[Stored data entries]
....................

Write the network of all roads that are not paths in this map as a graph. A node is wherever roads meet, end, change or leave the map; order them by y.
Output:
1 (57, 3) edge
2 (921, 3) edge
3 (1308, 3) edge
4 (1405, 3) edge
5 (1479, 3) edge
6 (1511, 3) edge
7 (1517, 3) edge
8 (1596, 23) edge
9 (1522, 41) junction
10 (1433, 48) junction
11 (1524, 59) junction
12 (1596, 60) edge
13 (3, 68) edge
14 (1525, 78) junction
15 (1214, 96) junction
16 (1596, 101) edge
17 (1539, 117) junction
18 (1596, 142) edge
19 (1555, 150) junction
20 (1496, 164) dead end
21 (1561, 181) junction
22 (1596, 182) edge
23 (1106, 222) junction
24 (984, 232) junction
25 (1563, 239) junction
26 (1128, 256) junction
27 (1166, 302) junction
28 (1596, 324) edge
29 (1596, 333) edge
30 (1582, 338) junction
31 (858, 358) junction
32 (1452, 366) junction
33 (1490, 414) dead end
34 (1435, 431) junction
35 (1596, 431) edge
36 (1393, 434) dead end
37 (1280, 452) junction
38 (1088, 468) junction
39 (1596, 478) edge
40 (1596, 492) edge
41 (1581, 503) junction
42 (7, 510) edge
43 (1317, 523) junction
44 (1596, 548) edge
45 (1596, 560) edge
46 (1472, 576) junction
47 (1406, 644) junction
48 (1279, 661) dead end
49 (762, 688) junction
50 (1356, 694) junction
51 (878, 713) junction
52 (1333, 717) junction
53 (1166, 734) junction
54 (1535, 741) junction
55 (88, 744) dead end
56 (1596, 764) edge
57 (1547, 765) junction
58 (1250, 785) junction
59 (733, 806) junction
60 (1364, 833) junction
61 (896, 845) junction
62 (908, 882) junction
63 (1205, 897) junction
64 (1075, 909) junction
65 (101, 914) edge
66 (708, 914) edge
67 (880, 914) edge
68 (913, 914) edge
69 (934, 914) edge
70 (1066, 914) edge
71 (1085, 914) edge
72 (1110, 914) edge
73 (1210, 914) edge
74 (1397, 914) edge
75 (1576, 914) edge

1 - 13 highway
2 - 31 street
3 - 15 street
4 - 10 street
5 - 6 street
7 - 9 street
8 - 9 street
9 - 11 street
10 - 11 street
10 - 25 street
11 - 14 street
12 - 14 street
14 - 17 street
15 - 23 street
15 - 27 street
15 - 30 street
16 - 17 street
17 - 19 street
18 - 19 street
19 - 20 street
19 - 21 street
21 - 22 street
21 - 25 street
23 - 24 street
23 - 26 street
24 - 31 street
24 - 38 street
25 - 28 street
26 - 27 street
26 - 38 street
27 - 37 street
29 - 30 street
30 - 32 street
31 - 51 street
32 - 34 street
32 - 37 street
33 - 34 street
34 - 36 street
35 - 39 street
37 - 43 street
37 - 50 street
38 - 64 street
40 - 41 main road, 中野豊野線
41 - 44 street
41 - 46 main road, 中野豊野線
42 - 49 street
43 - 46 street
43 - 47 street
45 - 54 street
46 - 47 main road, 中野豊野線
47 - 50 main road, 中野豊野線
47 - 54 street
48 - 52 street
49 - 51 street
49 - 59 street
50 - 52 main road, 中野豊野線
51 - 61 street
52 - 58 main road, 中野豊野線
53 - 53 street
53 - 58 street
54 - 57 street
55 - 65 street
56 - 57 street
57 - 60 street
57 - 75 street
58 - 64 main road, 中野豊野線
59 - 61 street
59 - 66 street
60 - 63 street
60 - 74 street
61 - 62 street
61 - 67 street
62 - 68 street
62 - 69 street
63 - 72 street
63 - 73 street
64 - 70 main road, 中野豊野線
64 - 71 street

....................

The full set of entries must be transcribed exactly.

YOUR RESPONSE →
Write the network of all roads that are not paths in this map as a graph. A node is wherever roads meet, end, change or leave the map; order them by y.
Output:
1 (57, 3) edge
2 (921, 3) edge
3 (1308, 3) edge
4 (1405, 3) edge
5 (1479, 3) edge
6 (1511, 3) edge
7 (1517, 3) edge
8 (1596, 23) edge
9 (1522, 41) junction
10 (1433, 48) junction
11 (1524, 59) junction
12 (1596, 60) edge
13 (3, 68) edge
14 (1525, 78) junction
15 (1214, 96) junction
16 (1596, 101) edge
17 (1539, 117) junction
18 (1596, 142) edge
19 (1555, 150) junction
20 (1496, 164) dead end
21 (1561, 181) junction
22 (1596, 182) edge
23 (1106, 222) junction
24 (984, 232) junction
25 (1563, 239) junction
26 (1128, 256) junction
27 (1166, 302) junction
28 (1596, 324) edge
29 (1596, 333) edge
30 (1582, 338) junction
31 (858, 358) junction
32 (1452, 366) junction
33 (1490, 414) dead end
34 (1435, 431) junction
35 (1596, 431) edge
36 (1393, 434) dead end
37 (1280, 452) junction
38 (1088, 468) junction
39 (1596, 478) edge
40 (1596, 492) edge
41 (1581, 503) junction
42 (7, 510) edge
43 (1317, 523) junction
44 (1596, 548) edge
45 (1596, 560) edge
46 (1472, 576) junction
47 (1406, 644) junction
48 (1279, 661) dead end
49 (762, 688) junction
50 (1356, 694) junction
51 (878, 713) junction
52 (1333, 717) junction
53 (1166, 734) junction
54 (1535, 741) junction
55 (88, 744) dead end
56 (1596, 764) edge
57 (1547, 765) junction
58 (1250, 785) junction
59 (733, 806) junction
60 (1364, 833) junction
61 (896, 845) junction
62 (908, 882) junction
63 (1205, 897) junction
64 (1075, 909) junction
65 (101, 914) edge
66 (708, 914) edge
67 (880, 914) edge
68 (913, 914) edge
69 (934, 914) edge
70 (1066, 914) edge
71 (1085, 914) edge
72 (1110, 914) edge
73 (1210, 914) edge
74 (1397, 914) edge
75 (1576, 914) edge

1 - 13 highway
2 - 31 street
3 - 15 street
4 - 10 street
5 - 6 street
7 - 9 street
8 - 9 street
9 - 11 street
10 - 11 street
10 - 25 street
11 - 14 street
12 - 14 street
14 - 17 street
15 - 23 street
15 - 27 street
15 - 30 street
16 - 17 street
17 - 19 street
18 - 19 street
19 - 20 street
19 - 21 street
21 - 22 street
21 - 25 street
23 - 24 street
23 - 26 street
24 - 31 street
24 - 38 street
25 - 28 street
26 - 27 street
26 - 38 street
27 - 37 street
29 - 30 street
30 - 32 street
31 - 51 street
32 - 34 street
32 - 37 street
33 - 34 street
34 - 36 street
35 - 39 street
37 - 43 street
37 - 50 street
38 - 64 street
40 - 41 main road, 中野豊野線
41 - 44 street
41 - 46 main road, 中野豊野線
42 - 49 street
43 - 46 street
43 - 47 street
45 - 54 street
46 - 47 main road, 中野豊野線
47 - 50 main road, 中野豊野線
47 - 54 street
48 - 52 street
49 - 51 street
49 - 59 street
50 - 52 main road, 中野豊野線
51 - 61 street
52 - 58 main road, 中野豊野線
53 - 53 street
53 - 58 street
54 - 57 street
55 - 65 street
56 - 57 street
57 - 60 street
57 - 75 street
58 - 64 main road, 中野豊野線
59 - 61 street
59 - 66 street
60 - 63 street
60 - 74 street
61 - 62 street
61 - 67 street
62 - 68 street
62 - 69 street
63 - 72 street
63 - 73 street
64 - 70 main road, 中野豊野線
64 - 71 street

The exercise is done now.